Pick out each line with the word "République" from the material that follows.

:: TASK INPUT ::

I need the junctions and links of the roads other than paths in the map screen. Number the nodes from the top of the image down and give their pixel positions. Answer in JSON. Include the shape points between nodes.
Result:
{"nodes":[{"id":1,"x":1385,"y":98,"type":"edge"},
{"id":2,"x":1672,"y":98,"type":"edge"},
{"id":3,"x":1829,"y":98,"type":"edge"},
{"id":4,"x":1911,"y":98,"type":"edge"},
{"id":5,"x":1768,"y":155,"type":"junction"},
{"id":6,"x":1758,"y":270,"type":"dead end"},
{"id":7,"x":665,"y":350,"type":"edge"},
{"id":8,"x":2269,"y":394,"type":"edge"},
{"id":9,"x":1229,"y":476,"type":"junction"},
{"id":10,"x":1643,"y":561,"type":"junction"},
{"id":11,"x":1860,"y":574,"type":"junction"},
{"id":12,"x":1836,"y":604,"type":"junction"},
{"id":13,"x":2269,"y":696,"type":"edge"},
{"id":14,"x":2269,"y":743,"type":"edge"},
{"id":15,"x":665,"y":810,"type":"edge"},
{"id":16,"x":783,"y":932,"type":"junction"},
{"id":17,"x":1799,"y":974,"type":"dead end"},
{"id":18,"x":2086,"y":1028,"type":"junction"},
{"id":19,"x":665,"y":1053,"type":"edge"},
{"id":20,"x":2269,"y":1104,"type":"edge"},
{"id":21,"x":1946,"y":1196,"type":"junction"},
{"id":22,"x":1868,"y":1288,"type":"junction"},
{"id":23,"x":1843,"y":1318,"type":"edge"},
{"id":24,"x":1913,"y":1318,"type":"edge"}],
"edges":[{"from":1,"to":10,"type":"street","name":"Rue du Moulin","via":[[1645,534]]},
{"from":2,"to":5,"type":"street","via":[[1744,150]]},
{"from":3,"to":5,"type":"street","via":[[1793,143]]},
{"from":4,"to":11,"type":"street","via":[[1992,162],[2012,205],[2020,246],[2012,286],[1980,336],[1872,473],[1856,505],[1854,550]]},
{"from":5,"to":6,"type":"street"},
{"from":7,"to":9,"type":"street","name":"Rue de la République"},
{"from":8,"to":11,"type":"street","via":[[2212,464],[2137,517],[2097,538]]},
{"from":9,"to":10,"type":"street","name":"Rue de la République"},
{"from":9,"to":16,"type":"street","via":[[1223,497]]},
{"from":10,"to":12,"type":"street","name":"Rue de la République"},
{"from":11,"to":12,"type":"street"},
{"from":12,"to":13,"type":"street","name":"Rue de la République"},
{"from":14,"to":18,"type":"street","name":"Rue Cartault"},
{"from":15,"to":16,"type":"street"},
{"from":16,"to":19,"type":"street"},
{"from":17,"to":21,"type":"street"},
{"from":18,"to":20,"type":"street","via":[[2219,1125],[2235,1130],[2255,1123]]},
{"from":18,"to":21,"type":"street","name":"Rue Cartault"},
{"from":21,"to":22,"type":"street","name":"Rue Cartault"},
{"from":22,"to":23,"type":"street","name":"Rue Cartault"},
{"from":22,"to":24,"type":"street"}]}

:::

TASK SOLUTION:
{"from":7,"to":9,"type":"street","name":"Rue de la République"},
{"from":9,"to":10,"type":"street","name":"Rue de la République"},
{"from":10,"to":12,"type":"street","name":"Rue de la République"},
{"from":12,"to":13,"type":"street","name":"Rue de la République"},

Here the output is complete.